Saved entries
• • •
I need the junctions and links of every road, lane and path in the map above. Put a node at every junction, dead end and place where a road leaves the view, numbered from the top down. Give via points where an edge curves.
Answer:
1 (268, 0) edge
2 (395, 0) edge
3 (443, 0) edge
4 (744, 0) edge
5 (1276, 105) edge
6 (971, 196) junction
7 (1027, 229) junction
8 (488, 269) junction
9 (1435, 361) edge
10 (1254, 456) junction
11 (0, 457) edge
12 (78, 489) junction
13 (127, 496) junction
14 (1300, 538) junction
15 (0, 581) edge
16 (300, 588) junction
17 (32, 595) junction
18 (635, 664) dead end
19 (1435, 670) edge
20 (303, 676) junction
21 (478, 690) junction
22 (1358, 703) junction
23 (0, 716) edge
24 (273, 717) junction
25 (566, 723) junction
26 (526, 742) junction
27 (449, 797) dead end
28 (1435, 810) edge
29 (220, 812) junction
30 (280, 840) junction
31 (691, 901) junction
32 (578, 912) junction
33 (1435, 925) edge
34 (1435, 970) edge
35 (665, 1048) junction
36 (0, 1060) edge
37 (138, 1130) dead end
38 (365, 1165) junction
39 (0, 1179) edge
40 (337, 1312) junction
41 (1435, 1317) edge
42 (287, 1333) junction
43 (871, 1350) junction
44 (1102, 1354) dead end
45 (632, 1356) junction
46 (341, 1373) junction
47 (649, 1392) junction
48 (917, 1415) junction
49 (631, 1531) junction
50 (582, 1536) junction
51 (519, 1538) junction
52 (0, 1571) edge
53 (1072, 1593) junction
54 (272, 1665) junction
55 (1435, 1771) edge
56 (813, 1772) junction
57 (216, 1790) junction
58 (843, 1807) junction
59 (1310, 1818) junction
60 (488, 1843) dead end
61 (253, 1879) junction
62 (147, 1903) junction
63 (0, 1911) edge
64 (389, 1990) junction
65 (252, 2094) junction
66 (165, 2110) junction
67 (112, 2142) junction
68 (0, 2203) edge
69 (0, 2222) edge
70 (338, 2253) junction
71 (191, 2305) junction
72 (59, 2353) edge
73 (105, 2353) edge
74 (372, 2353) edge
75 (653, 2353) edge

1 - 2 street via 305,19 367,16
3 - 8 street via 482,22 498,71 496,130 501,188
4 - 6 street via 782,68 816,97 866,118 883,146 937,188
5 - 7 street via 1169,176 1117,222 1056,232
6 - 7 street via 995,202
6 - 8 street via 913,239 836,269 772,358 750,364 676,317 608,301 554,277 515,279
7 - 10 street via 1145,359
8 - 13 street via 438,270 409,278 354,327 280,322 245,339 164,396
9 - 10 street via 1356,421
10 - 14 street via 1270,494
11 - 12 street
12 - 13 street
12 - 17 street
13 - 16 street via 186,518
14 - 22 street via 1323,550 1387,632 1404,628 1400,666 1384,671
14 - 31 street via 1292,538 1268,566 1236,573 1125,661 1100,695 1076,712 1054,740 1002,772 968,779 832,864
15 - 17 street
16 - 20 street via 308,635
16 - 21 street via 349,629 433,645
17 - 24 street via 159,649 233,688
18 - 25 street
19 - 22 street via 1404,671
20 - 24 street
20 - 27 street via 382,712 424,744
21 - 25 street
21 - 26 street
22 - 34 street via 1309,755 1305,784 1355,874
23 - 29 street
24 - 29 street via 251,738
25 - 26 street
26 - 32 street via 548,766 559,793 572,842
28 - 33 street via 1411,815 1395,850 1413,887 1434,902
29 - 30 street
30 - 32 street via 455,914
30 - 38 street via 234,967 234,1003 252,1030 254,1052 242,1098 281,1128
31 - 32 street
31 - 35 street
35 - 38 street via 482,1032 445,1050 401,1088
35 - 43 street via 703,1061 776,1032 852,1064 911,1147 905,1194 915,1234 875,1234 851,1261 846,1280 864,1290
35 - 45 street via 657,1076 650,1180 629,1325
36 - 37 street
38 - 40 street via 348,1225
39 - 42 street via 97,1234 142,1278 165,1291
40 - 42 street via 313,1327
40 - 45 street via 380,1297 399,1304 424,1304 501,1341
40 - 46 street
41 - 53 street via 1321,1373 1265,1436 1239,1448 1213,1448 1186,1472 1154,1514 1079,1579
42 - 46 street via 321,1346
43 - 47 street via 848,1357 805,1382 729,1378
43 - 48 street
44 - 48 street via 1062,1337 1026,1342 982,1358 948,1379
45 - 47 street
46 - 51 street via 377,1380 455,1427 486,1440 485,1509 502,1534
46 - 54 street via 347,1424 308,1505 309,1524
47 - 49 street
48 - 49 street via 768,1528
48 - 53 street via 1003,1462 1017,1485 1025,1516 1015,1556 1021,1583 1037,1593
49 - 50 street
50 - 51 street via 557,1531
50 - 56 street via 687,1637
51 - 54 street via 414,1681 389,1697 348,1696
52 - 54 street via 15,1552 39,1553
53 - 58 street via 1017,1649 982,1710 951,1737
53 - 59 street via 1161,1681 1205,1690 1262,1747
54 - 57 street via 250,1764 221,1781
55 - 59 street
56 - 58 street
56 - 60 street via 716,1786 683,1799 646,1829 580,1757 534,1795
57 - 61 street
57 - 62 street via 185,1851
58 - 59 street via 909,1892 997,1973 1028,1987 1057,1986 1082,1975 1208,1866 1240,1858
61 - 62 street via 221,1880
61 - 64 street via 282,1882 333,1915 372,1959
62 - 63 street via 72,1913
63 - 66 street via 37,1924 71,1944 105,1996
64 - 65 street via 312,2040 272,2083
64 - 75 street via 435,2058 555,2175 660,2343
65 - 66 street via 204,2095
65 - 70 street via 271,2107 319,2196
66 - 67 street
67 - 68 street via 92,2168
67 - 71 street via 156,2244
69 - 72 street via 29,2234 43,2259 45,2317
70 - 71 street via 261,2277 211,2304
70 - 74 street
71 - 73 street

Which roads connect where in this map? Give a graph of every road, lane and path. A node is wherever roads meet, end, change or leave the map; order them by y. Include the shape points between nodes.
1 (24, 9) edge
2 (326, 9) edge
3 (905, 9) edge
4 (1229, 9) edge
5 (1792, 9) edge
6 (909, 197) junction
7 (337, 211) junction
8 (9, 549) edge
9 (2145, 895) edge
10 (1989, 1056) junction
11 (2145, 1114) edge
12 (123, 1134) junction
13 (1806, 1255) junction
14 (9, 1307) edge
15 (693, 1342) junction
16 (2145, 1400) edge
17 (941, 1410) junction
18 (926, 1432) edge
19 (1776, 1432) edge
• • •
In these entries, please give the number of lines holding the string "dead" and nothing more.

* EXERCISE OUTPUT
6